SUPPLIED RECORDS
+ + + + + + +
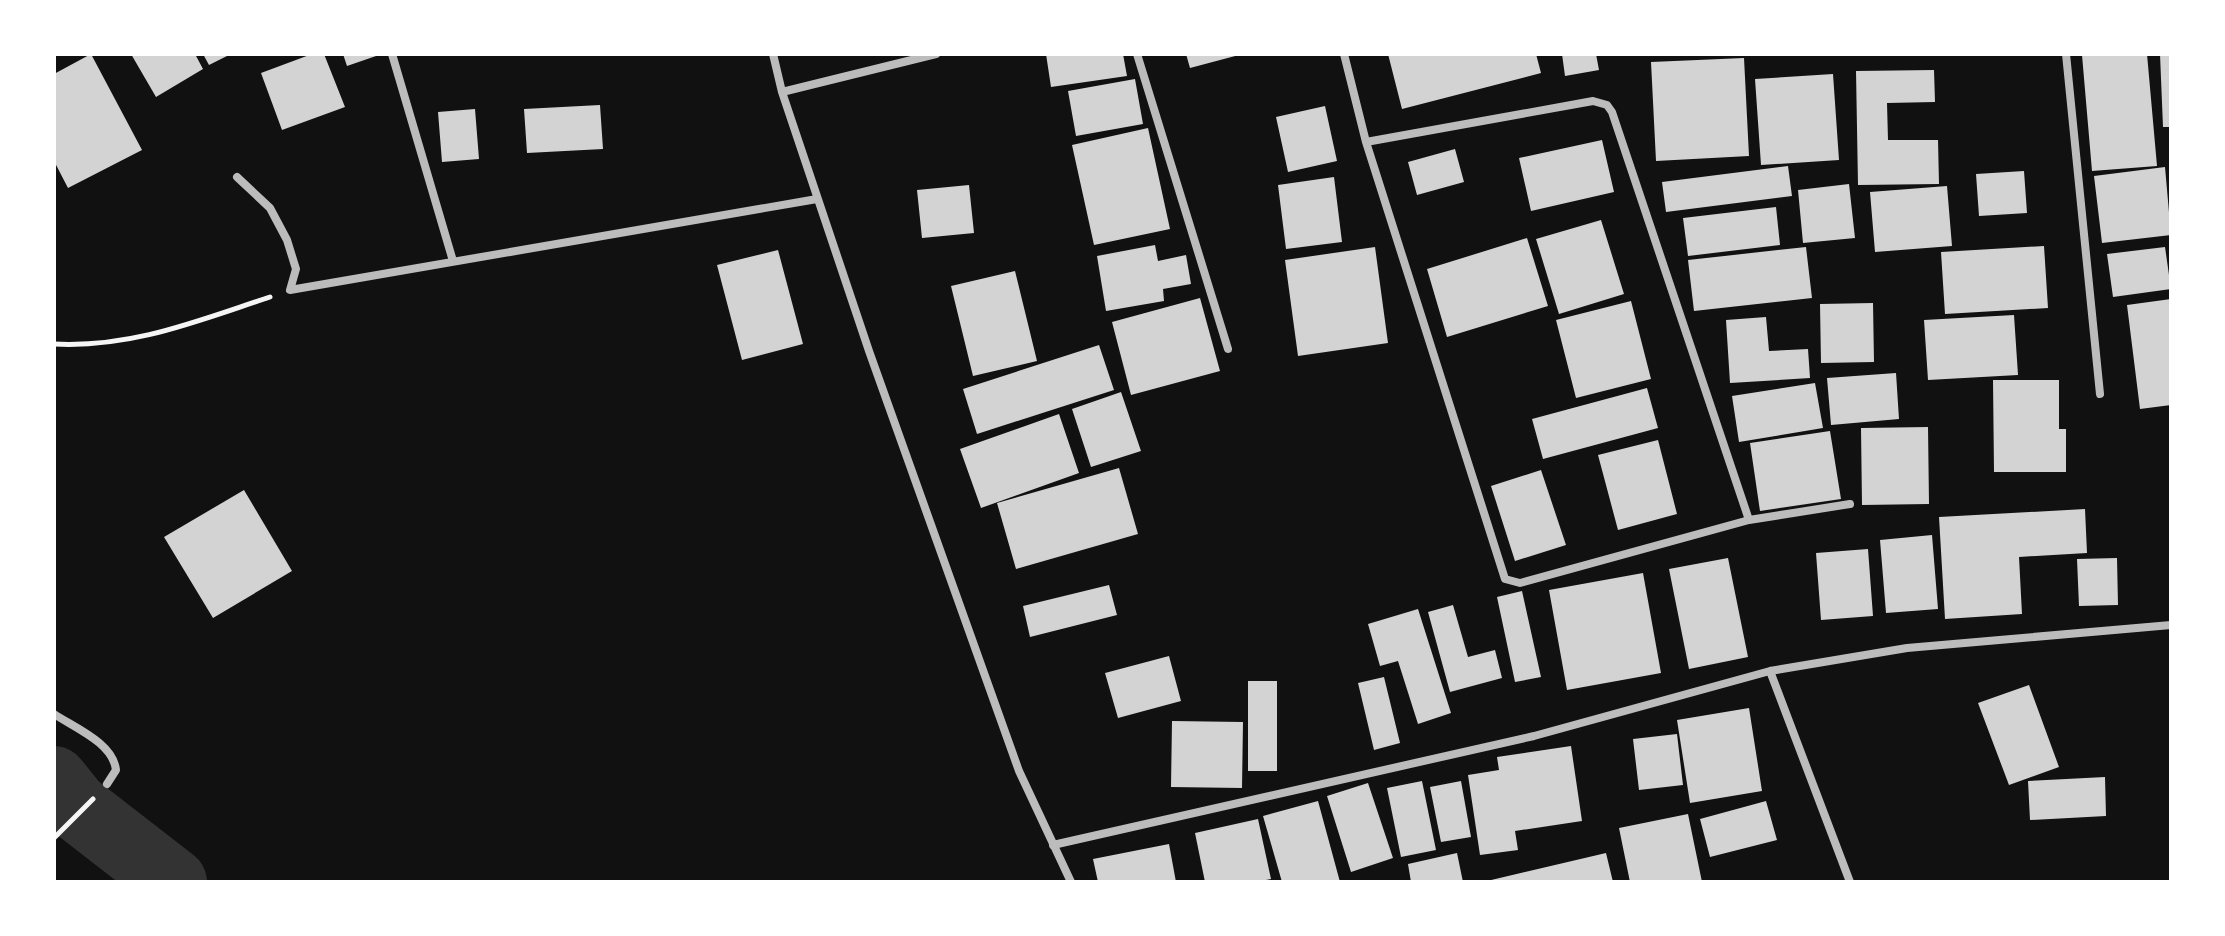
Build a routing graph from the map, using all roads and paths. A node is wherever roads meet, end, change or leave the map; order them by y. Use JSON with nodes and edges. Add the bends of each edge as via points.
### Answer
{"nodes":[{"id":1,"x":392,"y":54,"type":"edge"},
{"id":2,"x":773,"y":54,"type":"edge"},
{"id":3,"x":936,"y":54,"type":"edge"},
{"id":4,"x":1137,"y":54,"type":"edge"},
{"id":5,"x":1344,"y":54,"type":"edge"},
{"id":6,"x":2066,"y":54,"type":"edge"},
{"id":7,"x":782,"y":92,"type":"junction"},
{"id":8,"x":1366,"y":142,"type":"junction"},
{"id":9,"x":237,"y":177,"type":"dead end"},
{"id":10,"x":817,"y":199,"type":"junction"},
{"id":11,"x":453,"y":261,"type":"junction"},
{"id":12,"x":290,"y":290,"type":"junction"},
{"id":13,"x":54,"y":344,"type":"edge"},
{"id":14,"x":1228,"y":349,"type":"dead end"},
{"id":15,"x":2100,"y":394,"type":"dead end"},
{"id":16,"x":1850,"y":504,"type":"dead end"},
{"id":17,"x":1749,"y":520,"type":"junction"},
{"id":18,"x":2171,"y":625,"type":"edge"},
{"id":19,"x":1770,"y":671,"type":"junction"},
{"id":20,"x":54,"y":714,"type":"edge"},
{"id":21,"x":107,"y":784,"type":"joint"},
{"id":22,"x":54,"y":838,"type":"edge"},
{"id":23,"x":1053,"y":845,"type":"junction"},
{"id":24,"x":1071,"y":882,"type":"edge"},
{"id":25,"x":1850,"y":882,"type":"edge"}],
"edges":[{"from":1,"to":11,"type":"street"},
{"from":2,"to":7,"type":"street"},
{"from":3,"to":7,"type":"street"},
{"from":4,"to":14,"type":"street"},
{"from":5,"to":8,"type":"street"},
{"from":6,"to":15,"type":"street"},
{"from":7,"to":10,"type":"street"},
{"from":8,"to":17,"type":"street","via":[[1593,101],[1607,105]]},
{"from":8,"to":17,"type":"street","via":[[1505,579],[1520,583]]},
{"from":9,"to":12,"type":"street","via":[[270,208],[287,240],[296,269]]},
{"from":10,"to":11,"type":"street"},
{"from":10,"to":23,"type":"street","via":[[1019,771]]},
{"from":11,"to":12,"type":"street"},
{"from":12,"to":13,"type":"path","via":[[127,342]]},
{"from":16,"to":17,"type":"street"},
{"from":18,"to":19,"type":"street","via":[[1907,648]]},
{"from":19,"to":23,"type":"street","via":[[1534,736]]},
{"from":19,"to":25,"type":"street"},
{"from":20,"to":21,"type":"street","via":[[114,758],[116,770]]},
{"from":21,"to":22,"type":"path"},
{"from":23,"to":24,"type":"street"}]}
+ + + + + + +
Transcribe all of the records exactly, without reproducing their pictures.

Build a routing graph from the map, using all roads and paths. A node is wherever roads meet, end, change or leave the map; order them by y. Use JSON with nodes and edges. Add the bends of each edge as via points.
### Answer
{"nodes":[{"id":1,"x":392,"y":54,"type":"edge"},
{"id":2,"x":773,"y":54,"type":"edge"},
{"id":3,"x":936,"y":54,"type":"edge"},
{"id":4,"x":1137,"y":54,"type":"edge"},
{"id":5,"x":1344,"y":54,"type":"edge"},
{"id":6,"x":2066,"y":54,"type":"edge"},
{"id":7,"x":782,"y":92,"type":"junction"},
{"id":8,"x":1366,"y":142,"type":"junction"},
{"id":9,"x":237,"y":177,"type":"dead end"},
{"id":10,"x":817,"y":199,"type":"junction"},
{"id":11,"x":453,"y":261,"type":"junction"},
{"id":12,"x":290,"y":290,"type":"junction"},
{"id":13,"x":54,"y":344,"type":"edge"},
{"id":14,"x":1228,"y":349,"type":"dead end"},
{"id":15,"x":2100,"y":394,"type":"dead end"},
{"id":16,"x":1850,"y":504,"type":"dead end"},
{"id":17,"x":1749,"y":520,"type":"junction"},
{"id":18,"x":2171,"y":625,"type":"edge"},
{"id":19,"x":1770,"y":671,"type":"junction"},
{"id":20,"x":54,"y":714,"type":"edge"},
{"id":21,"x":107,"y":784,"type":"joint"},
{"id":22,"x":54,"y":838,"type":"edge"},
{"id":23,"x":1053,"y":845,"type":"junction"},
{"id":24,"x":1071,"y":882,"type":"edge"},
{"id":25,"x":1850,"y":882,"type":"edge"}],
"edges":[{"from":1,"to":11,"type":"street"},
{"from":2,"to":7,"type":"street"},
{"from":3,"to":7,"type":"street"},
{"from":4,"to":14,"type":"street"},
{"from":5,"to":8,"type":"street"},
{"from":6,"to":15,"type":"street"},
{"from":7,"to":10,"type":"street"},
{"from":8,"to":17,"type":"street","via":[[1593,101],[1607,105]]},
{"from":8,"to":17,"type":"street","via":[[1505,579],[1520,583]]},
{"from":9,"to":12,"type":"street","via":[[270,208],[287,240],[296,269]]},
{"from":10,"to":11,"type":"street"},
{"from":10,"to":23,"type":"street","via":[[1019,771]]},
{"from":11,"to":12,"type":"street"},
{"from":12,"to":13,"type":"path","via":[[127,342]]},
{"from":16,"to":17,"type":"street"},
{"from":18,"to":19,"type":"street","via":[[1907,648]]},
{"from":19,"to":23,"type":"street","via":[[1534,736]]},
{"from":19,"to":25,"type":"street"},
{"from":20,"to":21,"type":"street","via":[[114,758],[116,770]]},
{"from":21,"to":22,"type":"path"},
{"from":23,"to":24,"type":"street"}]}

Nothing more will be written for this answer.